There is a Jupyter kernel for Rust GitHub - google/evcxr.

I’ve written a fair share of Rust lately (juliaup is written in Rust), and in my mind the biggest thing why I wouldn’t use Rust for scientific computing is what is also one of the nicest things about Rust for systems programming: the language really forces you to handle and think about every single corner case where something could go wrong. That is fantastic if one writes a piece of code that will run on tens of thousand of machines and that just must work always, but for the typical scientific computing code that just imposes a huge amount of mental overhead that I think most folks wouldn’t want.

I could see a different situation where someone is building a production system, say some web app that has a backend that does some scientific computing. In such a scenario the static typing and all the rest of the things that the compiler forces you to handle in Rust might be welcome.

35 Likes

This can be done in languages with dependent types such as Idris when you work with the proper types. For example, from Type-Driven Development with Idris:

4.2.3. Indexing vectors with bounded numbers using Fin
Because Vects carry their length as part of their type, the type checker has additional knowledge that it can use to check that operations are implemented and used correctly. One example is that if you wish to look up an element in a Vect by its location in the vector, you can know at compile time that the location can’t be out of bounds when the program is run.

Working the bounded types and providing proofs is a pretty high onus on the programmer, so it is highly unlikely be undertaken in research scientific computing where Julia’s interactivity shines.

3 Likes

I believe Fortran has at least good array handling, and while I don’t really know it, I found: Generic programming in Fortran Wiki

So I’m not sure Rust even has the generic programming advantage, that Oscar mentioned. Maybe in practice it’s not done much in Fortran, people slow to adopt modern Fortran standards (and Fortran 2003, not even brand-new, since then Fortran 2008 and 2018)?

I’m a big believer in languages working together, and it seems Julia can reuse everything Rust comes up with (i.e. its easy to call), like it’s easy to call C or Fortran, so all libraries in those languages can be reused. Of course the whole will not be fully safe as if all of it had been done in Rust.

I can my own idea while reading and answering this thread (and posted a link to some bounds-checking research there, that I’ve not yet read…):

Gridap seems to be rapidly catching up there…

7 Likes

I played with Rust briefly, and rather liked it.
In large part because I did get the impression that software written in it would tend towards being built to last and be easy to maintain, which are things I’ve been longing for.
Rust’s traits are a great example of what I’m talking about here.

However, scientific computing is dominated by exploratory analysis and throw away scripts.

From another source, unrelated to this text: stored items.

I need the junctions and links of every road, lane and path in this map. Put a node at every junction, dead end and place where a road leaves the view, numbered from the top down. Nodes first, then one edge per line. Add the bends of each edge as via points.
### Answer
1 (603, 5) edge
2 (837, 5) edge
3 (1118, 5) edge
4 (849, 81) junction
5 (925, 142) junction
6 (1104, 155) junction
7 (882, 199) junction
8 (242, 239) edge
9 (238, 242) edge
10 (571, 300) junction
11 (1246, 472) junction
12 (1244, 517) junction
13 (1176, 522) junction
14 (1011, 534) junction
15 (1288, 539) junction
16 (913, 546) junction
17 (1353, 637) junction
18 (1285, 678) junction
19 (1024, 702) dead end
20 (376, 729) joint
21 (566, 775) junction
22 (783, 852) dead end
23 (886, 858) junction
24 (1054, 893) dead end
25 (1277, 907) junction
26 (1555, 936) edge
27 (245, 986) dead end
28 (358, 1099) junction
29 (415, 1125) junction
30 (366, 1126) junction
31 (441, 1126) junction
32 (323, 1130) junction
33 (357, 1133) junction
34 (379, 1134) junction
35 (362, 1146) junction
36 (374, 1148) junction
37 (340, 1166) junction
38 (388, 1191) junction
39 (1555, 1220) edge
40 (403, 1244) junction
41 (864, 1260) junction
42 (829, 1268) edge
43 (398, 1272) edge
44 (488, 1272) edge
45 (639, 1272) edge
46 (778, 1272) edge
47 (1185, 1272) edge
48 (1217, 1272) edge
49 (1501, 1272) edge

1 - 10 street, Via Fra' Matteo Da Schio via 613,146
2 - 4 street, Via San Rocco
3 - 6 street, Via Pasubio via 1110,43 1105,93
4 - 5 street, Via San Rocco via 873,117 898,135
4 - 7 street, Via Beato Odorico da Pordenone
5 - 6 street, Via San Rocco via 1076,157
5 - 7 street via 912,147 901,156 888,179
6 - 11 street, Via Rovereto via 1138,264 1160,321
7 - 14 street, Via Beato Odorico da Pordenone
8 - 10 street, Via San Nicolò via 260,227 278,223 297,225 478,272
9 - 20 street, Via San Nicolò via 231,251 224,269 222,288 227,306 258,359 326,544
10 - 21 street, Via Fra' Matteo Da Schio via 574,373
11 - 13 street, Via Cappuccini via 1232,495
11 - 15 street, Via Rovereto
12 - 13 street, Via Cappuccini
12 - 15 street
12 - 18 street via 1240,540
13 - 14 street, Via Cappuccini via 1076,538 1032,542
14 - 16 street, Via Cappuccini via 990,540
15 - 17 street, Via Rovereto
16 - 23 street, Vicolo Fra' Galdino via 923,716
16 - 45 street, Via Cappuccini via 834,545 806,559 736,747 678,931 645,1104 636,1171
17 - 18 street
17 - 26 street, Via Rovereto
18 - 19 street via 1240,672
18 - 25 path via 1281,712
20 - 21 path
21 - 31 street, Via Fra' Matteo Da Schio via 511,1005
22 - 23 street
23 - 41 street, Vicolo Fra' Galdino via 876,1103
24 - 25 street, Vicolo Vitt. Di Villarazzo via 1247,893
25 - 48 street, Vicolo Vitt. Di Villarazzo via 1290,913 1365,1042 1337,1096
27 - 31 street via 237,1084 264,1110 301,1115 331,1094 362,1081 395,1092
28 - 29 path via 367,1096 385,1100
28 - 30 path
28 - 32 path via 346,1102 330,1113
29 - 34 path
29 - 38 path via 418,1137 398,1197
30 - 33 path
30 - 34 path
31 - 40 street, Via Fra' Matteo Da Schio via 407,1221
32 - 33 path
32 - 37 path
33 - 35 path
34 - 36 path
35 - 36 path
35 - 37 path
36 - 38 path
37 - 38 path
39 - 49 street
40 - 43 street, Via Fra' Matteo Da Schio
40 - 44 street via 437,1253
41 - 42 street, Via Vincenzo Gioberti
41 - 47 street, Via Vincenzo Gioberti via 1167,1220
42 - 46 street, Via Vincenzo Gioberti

Thus, Rust’s tradeoffs don’t seem like the right ones for Julia’s use cases.

I do think however that it would be reasonable for Julia libraries to be wrappers of Rust libraries, when there isn’t much to gain from being pure-Julia.
E.g., I have no desire to differentiate the reading of a CSV file, so writing a Julia CSV library in Rust seems like a solid choice. Same goes for plotting.
Of course, we already have CSV.jl and plenty of plotting libraries, so that’s just an example.

16 Likes

I don’t see how that counts as doing bounds checking in general at compile time. It enables you to do some compile-time checks.

Imagine that you hash a message input by the user at runtime, mod the hash by 256, and use the result to index a length-128 array. It is fundamentally impossible for the compiler to know whether that operation will be out of bounds. You have to perform the check at runtime.

Isn’t it the same thing as StaticArrays.jl? Probably a lot of scientific computing can be done that way (since one often works with fix discretisation sizes)… but adaptivity would be out.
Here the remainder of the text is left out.